Since a left shifting of a negative number may change the sign in one's and
two's complement (depending on the second-to-last bit), the result is undefined
as per your rule.

So it's undefined for most people.
--
Thiago Macieira - thiago (AT) macieira.info - thiago (AT) kde.org
Software Architect - Intel Open Source Technology Center
PGP/GPG: 0x6EF45358; fingerprint:
E067 918B B660 DBD1 105C 966C 33F5 F005 6EF4 5358

David Krauss

unread,
Jul 28, 2014, 12:31:38 AM7/28/14
to std-pr...@isocpp.org

On 2014–07–28, at 12:28 PM, Thiago Macieira <thi...@macieira.org> wrote:

> On Sunday 27 July 2014 19:25:59 Myriachan wrote:
>> I think x << y for negative x should work like this: If the shift as
>> implemented as multiplies by 2 does not cause a change in the sign bit, the
>> result is defined; otherwise it is undefined. This definition should work
>> for sign-magnitude, one's-complement and two's-complement implementations.
>
> How does this change anything?
>
> Since a left shifting of a negative number may change the sign in one's and
> two's complement (depending on the second-to-last bit), the result is undefined
> as per your rule.
>
> So it's undefined for most people.

That’s true of positive numbers too. On a two’s complement machine, signed and unsigned left shifts are the same operation. The signed overflow bit is defined the same way for positive and negative operands.

Myriachan

unread,
Jul 28, 2014, 1:12:17 PM7/28/14
to std-pr...@isocpp.org
I'm not saying it's undefined if it *may* change the sign bit, I'm saying it's undefined if it *does* change the sign bit. This means that it will be defined unless you overflow or underflow the result. The end definition thus makes left shift an identical operation for signed and unsigned integers in one's-complement and two's complement representation so long as overflow/underflow does not occur; only sign-magnitude changes.
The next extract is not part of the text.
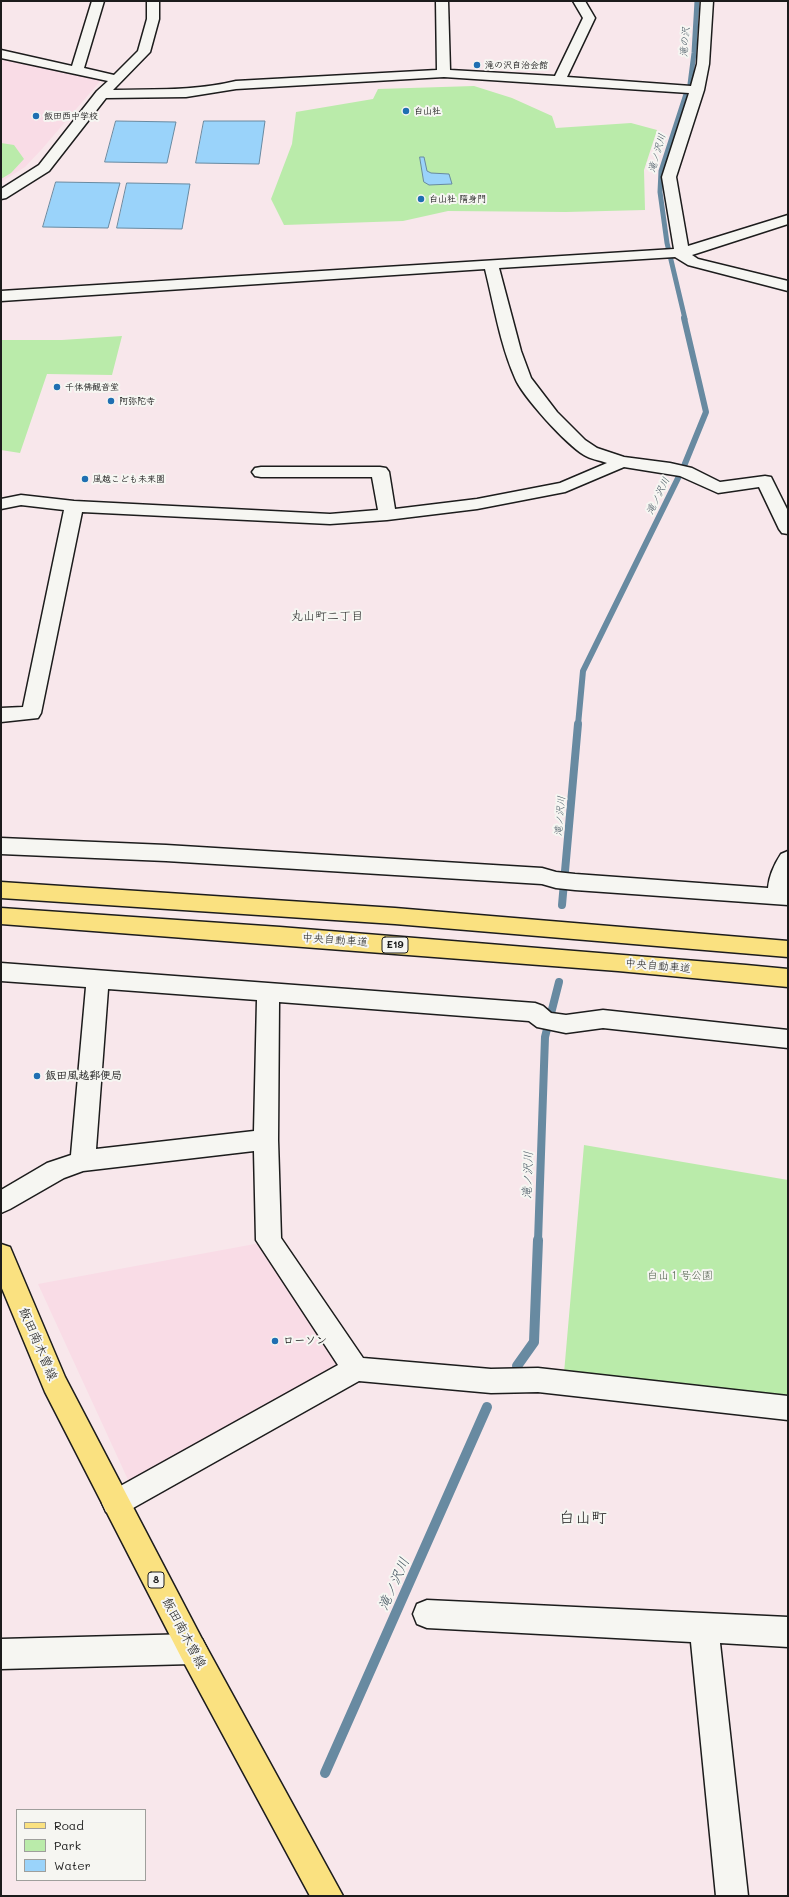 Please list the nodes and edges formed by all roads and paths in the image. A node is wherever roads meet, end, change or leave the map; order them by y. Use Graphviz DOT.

Note that for purposes of undefinition, the result is undefined if the sign bit flips at any multiply by 2 along the way, even if the end result would have the same sign bit.
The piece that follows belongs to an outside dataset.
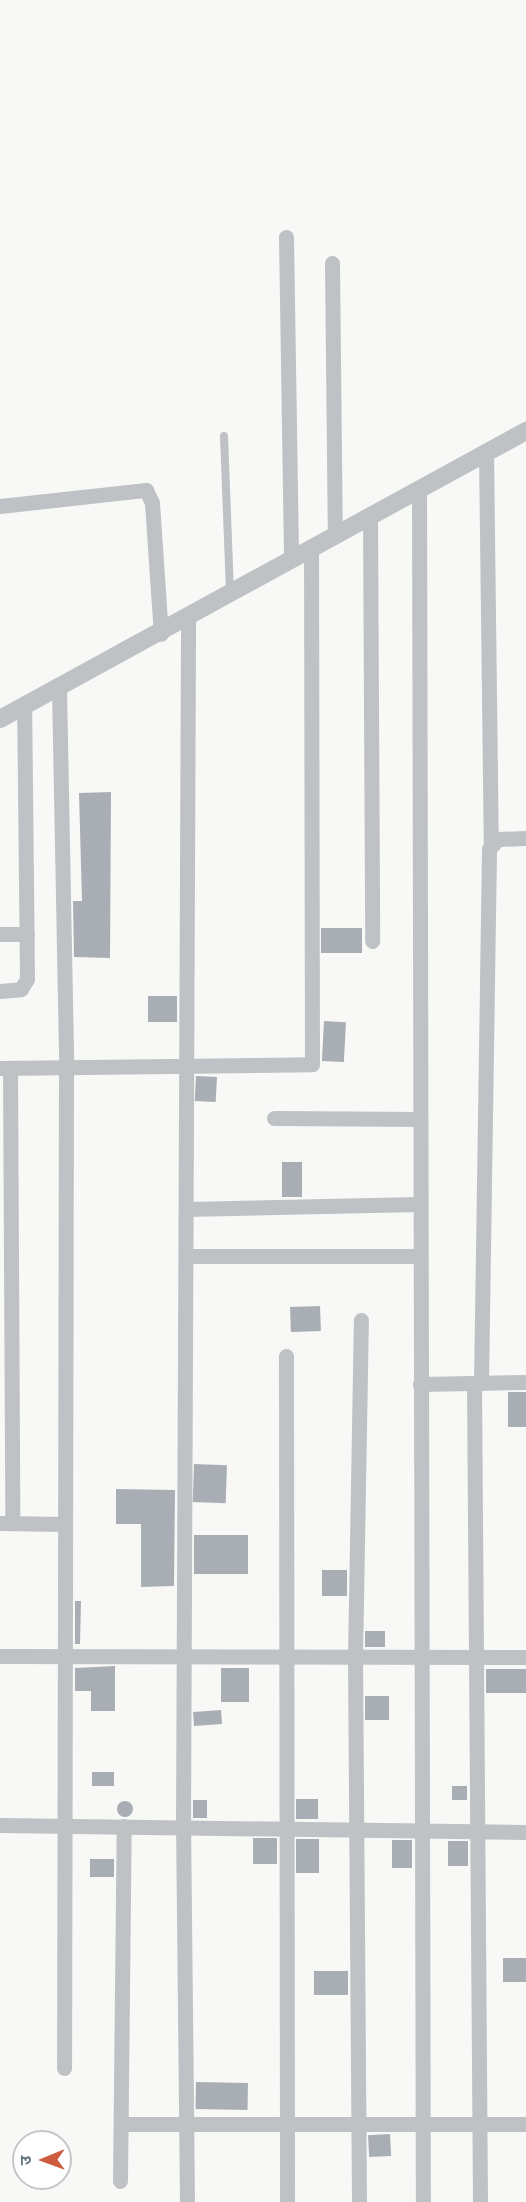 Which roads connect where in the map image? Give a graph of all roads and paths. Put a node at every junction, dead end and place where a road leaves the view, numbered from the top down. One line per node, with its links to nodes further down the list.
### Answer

Finally, I think that if an implementation is configured such that it may set <int>::is_modulo to true, regardless if whether it actually does, such as in GCC and Clang -fwrapv, then overflow/underflow should be defined as (int)((unsigned)x << y). is_modulo's definition would be updated to include <<.

Thiago Macieira

unread,
Jul 28, 2014, 3:55:32 PM7/28/14
to std-pr...@isocpp.org
On Monday 28 July 2014 10:12:17 Myriachan wrote:
> I'm not saying it's undefined if it *may* change the sign bit, I'm saying
> it's undefined if it *does* change the sign bit. This means that it will
> be defined unless you overflow or underflow the result. The end definition
> thus makes left shift an identical operation for signed and unsigned
> integers in one's-complement and two's complement representation so long as
> overflow/underflow does not occur; only sign-magnitude changes.

How do you define whether it changes the sign bit? Sounds to me like you're
asking for it to be "defined if it worked, undefined if it didn't", which sounds
a lot like "it's undefined". If you can't give me the rules for when it does
work reliably, what's the point?

> Note that for purposes of undefinition, the result is undefined if the sign
> bit flips at any multiply by 2 along the way, even if the end result would
> have the same sign bit.

Signed integers have UB overflow so you can't define it like that.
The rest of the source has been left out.